From the line below that contains "pinky mcp: (748, 737)" to the line that contains "middle mcp: (1184, 785)", repeat every line exactly, both ends included, and nothing else.

■ ■ ■ ■ ■ ■ ■

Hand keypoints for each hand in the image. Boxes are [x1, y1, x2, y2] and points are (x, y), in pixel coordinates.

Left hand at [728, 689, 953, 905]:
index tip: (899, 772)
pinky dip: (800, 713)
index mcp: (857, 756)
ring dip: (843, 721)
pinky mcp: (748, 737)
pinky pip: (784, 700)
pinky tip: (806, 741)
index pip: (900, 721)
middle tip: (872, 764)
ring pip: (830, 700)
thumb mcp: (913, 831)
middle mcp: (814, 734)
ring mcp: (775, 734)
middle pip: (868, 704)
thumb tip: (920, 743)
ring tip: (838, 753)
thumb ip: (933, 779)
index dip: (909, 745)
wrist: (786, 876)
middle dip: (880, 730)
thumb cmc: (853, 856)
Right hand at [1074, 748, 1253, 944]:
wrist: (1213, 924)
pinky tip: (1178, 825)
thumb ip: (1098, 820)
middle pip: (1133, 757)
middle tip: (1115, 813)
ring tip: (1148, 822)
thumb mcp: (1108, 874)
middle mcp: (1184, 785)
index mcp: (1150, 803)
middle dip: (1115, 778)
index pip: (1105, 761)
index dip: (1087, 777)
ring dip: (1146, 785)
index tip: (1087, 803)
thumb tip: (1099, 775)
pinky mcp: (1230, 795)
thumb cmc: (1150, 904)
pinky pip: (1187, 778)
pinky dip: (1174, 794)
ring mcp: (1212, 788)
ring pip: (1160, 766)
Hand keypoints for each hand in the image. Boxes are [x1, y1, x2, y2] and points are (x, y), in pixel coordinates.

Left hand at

■ ■ ■ ■ ■ ■ ■

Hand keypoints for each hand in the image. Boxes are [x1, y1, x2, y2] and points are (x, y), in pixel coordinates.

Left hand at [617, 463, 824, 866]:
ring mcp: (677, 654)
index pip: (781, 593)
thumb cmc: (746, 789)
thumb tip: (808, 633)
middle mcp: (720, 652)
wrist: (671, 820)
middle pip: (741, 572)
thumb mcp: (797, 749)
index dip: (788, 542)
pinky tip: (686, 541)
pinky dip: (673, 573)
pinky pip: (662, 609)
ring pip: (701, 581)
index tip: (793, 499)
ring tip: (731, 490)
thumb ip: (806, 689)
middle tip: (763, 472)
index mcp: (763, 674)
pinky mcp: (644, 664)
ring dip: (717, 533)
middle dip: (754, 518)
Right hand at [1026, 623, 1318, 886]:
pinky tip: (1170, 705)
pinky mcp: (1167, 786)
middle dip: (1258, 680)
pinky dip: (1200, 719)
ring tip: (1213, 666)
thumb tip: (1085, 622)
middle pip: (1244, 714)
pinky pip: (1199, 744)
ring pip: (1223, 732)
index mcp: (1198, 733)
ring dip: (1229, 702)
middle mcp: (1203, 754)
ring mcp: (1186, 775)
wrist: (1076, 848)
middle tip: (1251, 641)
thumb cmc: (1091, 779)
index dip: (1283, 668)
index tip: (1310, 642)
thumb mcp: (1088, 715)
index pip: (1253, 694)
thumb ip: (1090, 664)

■ ■ ■ ■ ■ ■ ■

§ **RESPONSE TO THIS TASK**
pinky mcp: (748, 737)
pinky pip: (784, 700)
pinky tip: (806, 741)
index pip: (900, 721)
middle tip: (872, 764)
ring pip: (830, 700)
thumb mcp: (913, 831)
middle mcp: (814, 734)
ring mcp: (775, 734)
middle pip: (868, 704)
thumb tip: (920, 743)
ring tip: (838, 753)
thumb ip: (933, 779)
index dip: (909, 745)
wrist: (786, 876)
middle dip: (880, 730)
thumb cmc: (853, 856)
Right hand at [1074, 748, 1253, 944]:
wrist: (1213, 924)
pinky tip: (1178, 825)
thumb ip: (1098, 820)
middle pip: (1133, 757)
middle tip: (1115, 813)
ring tip: (1148, 822)
thumb mcp: (1108, 874)
middle mcp: (1184, 785)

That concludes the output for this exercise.